* YOUR ASSIGNMENT: Scan the listing for the word "Wigury", and copy out each line where it is found.

* SOURCE INFORMATION:
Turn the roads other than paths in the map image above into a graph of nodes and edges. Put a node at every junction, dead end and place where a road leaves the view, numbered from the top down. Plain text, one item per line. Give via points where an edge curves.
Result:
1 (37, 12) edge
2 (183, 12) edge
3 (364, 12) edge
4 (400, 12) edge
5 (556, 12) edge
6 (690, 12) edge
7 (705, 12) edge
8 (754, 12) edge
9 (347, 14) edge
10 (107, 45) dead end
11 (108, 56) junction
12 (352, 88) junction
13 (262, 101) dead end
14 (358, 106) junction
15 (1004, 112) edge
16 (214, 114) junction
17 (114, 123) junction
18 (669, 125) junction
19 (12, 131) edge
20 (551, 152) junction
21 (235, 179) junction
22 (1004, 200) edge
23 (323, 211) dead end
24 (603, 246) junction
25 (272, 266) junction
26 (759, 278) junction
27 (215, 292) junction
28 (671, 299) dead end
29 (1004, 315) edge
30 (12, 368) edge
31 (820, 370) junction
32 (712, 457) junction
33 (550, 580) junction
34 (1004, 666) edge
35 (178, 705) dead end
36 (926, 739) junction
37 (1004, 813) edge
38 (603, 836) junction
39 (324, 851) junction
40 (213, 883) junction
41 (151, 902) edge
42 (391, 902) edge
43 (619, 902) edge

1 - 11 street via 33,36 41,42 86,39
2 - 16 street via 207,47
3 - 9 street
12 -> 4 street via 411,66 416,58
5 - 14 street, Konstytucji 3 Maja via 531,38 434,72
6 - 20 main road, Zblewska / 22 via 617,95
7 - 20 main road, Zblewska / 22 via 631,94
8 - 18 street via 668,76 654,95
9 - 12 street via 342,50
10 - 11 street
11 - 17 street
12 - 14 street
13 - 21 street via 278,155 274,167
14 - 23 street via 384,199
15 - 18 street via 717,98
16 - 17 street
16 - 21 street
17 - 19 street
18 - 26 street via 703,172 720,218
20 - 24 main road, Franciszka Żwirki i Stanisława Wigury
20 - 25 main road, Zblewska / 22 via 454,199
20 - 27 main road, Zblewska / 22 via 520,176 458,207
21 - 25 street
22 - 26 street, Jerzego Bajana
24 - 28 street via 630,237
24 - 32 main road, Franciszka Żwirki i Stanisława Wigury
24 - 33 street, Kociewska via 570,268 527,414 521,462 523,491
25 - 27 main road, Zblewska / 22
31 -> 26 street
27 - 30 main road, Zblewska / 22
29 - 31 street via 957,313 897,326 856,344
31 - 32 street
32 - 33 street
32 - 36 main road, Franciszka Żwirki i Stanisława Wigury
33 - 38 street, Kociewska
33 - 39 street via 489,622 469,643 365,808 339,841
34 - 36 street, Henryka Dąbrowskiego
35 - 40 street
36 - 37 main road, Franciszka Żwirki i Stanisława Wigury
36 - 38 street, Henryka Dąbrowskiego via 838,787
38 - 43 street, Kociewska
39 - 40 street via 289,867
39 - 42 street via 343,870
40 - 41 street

* WRITTEN ANSWER:
20 - 24 main road, Franciszka Żwirki i Stanisława Wigury
24 - 32 main road, Franciszka Żwirki i Stanisława Wigury
32 - 36 main road, Franciszka Żwirki i Stanisława Wigury
36 - 37 main road, Franciszka Żwirki i Stanisława Wigury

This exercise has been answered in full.